Break mode (option: --bp & --bpVal)


Break Mode provides user with a unique facility to compute the composition of the sequences in parts. These parts can be formed automatically (Automated) that will be of of equal length or the length can be adjusted explicitly by defining the breakpoints (Manual) or the whole sequence would be computed at once (Disabled, option not used).

Automated
In this mode the user has to enter the required number of parts of the sequence of which the composition is to be calculated.
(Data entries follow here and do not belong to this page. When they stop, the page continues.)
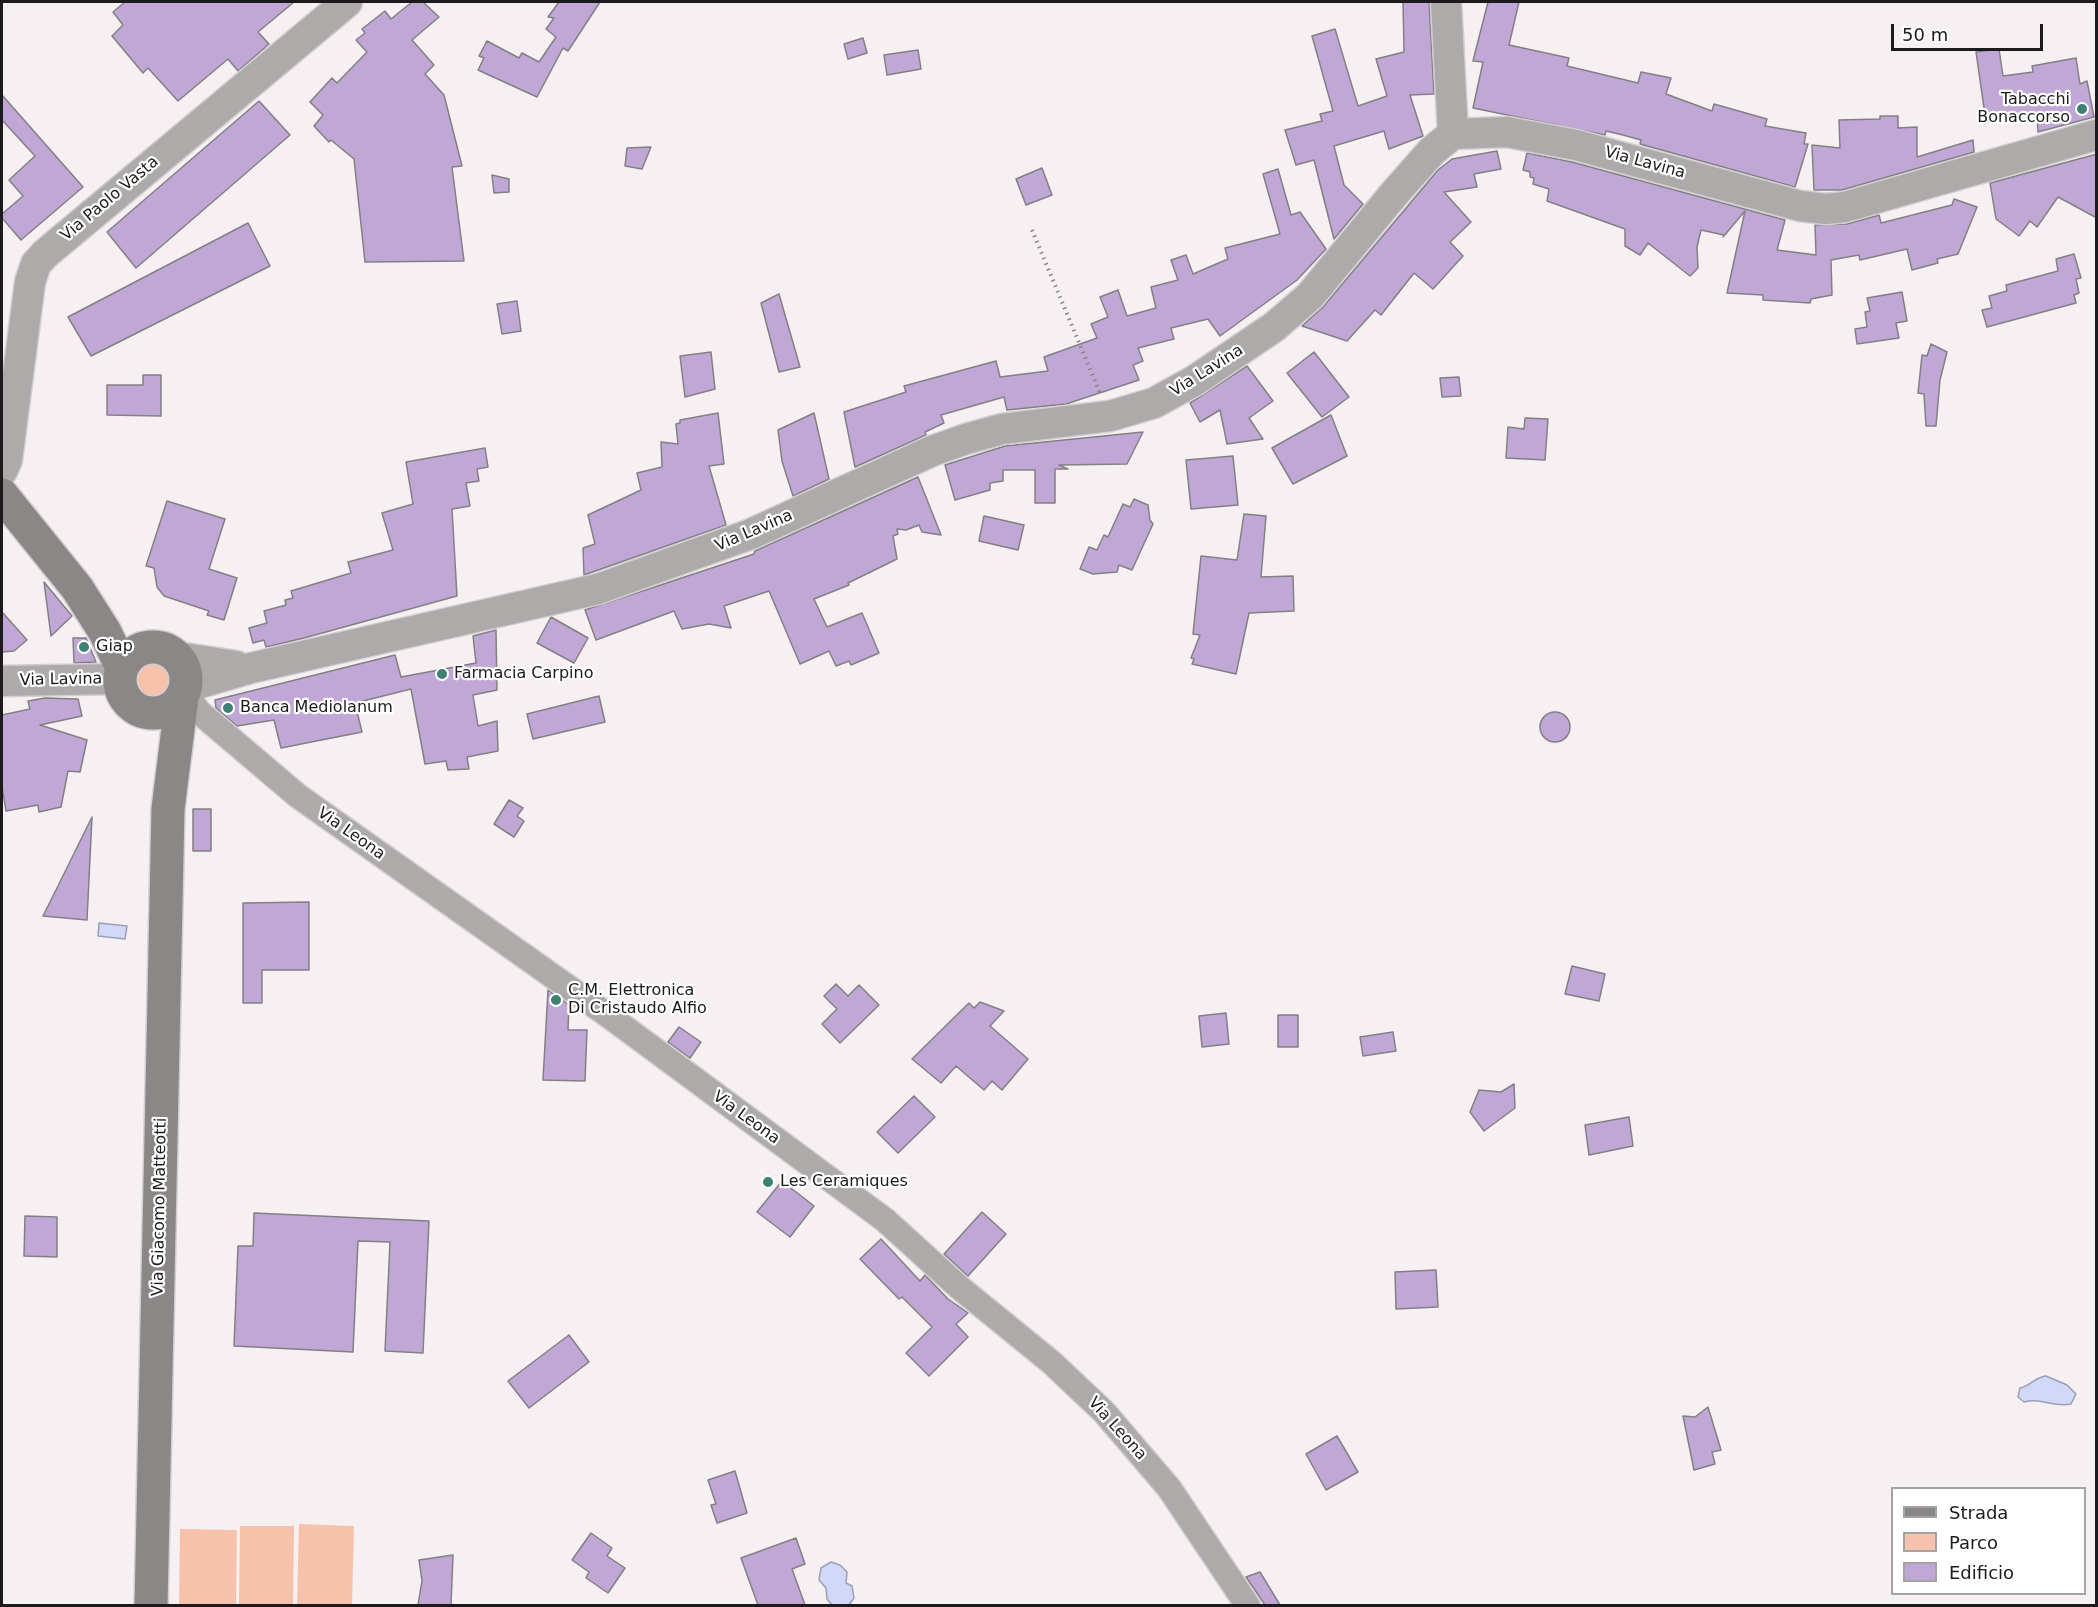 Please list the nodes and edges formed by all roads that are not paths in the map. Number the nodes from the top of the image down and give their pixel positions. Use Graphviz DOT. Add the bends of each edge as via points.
graph roads {
  1 [pos="347,2"];
  2 [pos="1446,2"];
  3 [pos="1453,134"];
  4 [pos="2097,135"];
  5 [pos="2,471"];
  6 [pos="2,495"];
  7 [pos="77,588"];
  8 [pos="177,676"];
  9 [pos="2,681"];
  10 [pos="125,685"];
  11 [pos="168,808"];
  12 [pos="151,1605"];
  13 [pos="1248,1605"];
  1 -- 5 [label="street, Via Paolo Vasta" via="36,264 30,282 7,460"];
  2 -- 3 [label="street"];
  3 -- 4 [label="street, Via Lavina" via="1506,132 1576,145 1800,206 1826,209 1845,207"];
  3 -- 8 [label="street, Via Lavina" via="1432,151 1394,194 1310,296 1274,327 1154,403 1110,416 1002,429 966,439 751,534 598,590 251,668"];
  6 -- 7 [label="main road"];
  7 -- 8 [label="main road"];
  7 -- 10 [label="main road" via="105,632"];
  8 -- 10 [label="main road" via="138,650"];
  8 -- 10 [label="main road" via="176,704 160,712 151,713"];
  8 -- 11 [label="main road"];
  8 -- 13 [label="street, Via Leona" via="199,712 298,796 609,1016 885,1220 1051,1362 1104,1412 1169,1488"];
  9 -- 10 [label="street, Via Lavina"];
  10 -- 11 [label="main road" via="160,749"];
  11 -- 12 [label="main road, Via Giacomo Matteotti"];
}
The sequence would be then broken down into the specified number of parts of equal lengths and the composition of each part would be calculated separately and diplayed.

For example, if the user enters <3> in the text box then the sequence will be divided into three parts of equal length and the output will contain 80 vectors (in case of amino acid composition), 20 vectors of each part.

Manual
In this mode the user has to specify the specific positions of the break points in the sequence separated by a comma.

For example, if the user enters <50,100> or <0,50,100> in the text box then the sequence will be divided into three parts with one part from 0 to 50, next from 51 to 100 and the last one from 101 to the end of the sequence and the output will contain 80 vectors (in case of amino acid composition), 20 vectors of each part.

Plus, in case the user wants to compute the composition of only a particular length or a group of some porition of the sequence, he or she can do so by giving the following input to the break mode text box:

(starting position of fragment 1)-(ending position of fragement 1);(starting position of fragment 2)-(ending position of fragement 2);...

Output format (option: --outMode)


In script mode, we provide two types of output:

Table
The compositions are displayed in the form of static tables. The tables can be copied to MSexcel or any other processor for better processing
Feature Value Vector
Some users might want the output in the form of Vectors. The Vector is given as (class) (fragment no):(Composition)(tab)(fragment no):(Composition).... for e.g.
(descriptor)
+1 1:0.02 2:0.09 3:3.02 ....

Include description (option: -d)


This option lets you control the inclusion of description in the output.

Order (option: --order)


Finally, we also provide you the flexibility of choosing the order in which the compositions should be calculated. Selecting 'Forward' will calculate the compositions of the sequence as they are, while 'Reverse' will calculate the compositions of the sequences in reversed order. For e.g, if your input sequence is "ASD", the composition will be calculated for the sequence "DSA" if reverse order is selected.

In case of any feedback or comment, feel free to mail me at lavanyarishishwar@gmail.com, I appreciate your valuable feedbacks and comments.

Hope you find the script useful!

References


Rishishwar, L., Mishra, N., Pant, B., Pant, K., Pardasani, K.R. (2010). ProCoS - PROtein COmposition Server. Bioinformation, 5(5): 227. PMC: 3040505.
Chou, K.C.(2001). Prediction of protein cellular attributes using pseudo-amino-acid-composition. PROTEINS: Structure, Function, and Genetics. 43:246-255.
Chou, K.C. (2005). Using amphiphilic pseudo amino acid composition to predict enzyme subfamily classes, Bioinformatics. 21:10-19.
Chou, K.C. and Cai Y.D. (2005). Prediction of membrane protein types by incorporating amphipathic effects. J Chem Inf Model. 45(2):407-13
Atchley, J., Zhao, A.D., Fernandes, T. Drüke (2005). Solving the protein sequence metric problem. Proc Natl Acad Sci. 102:6395–6400.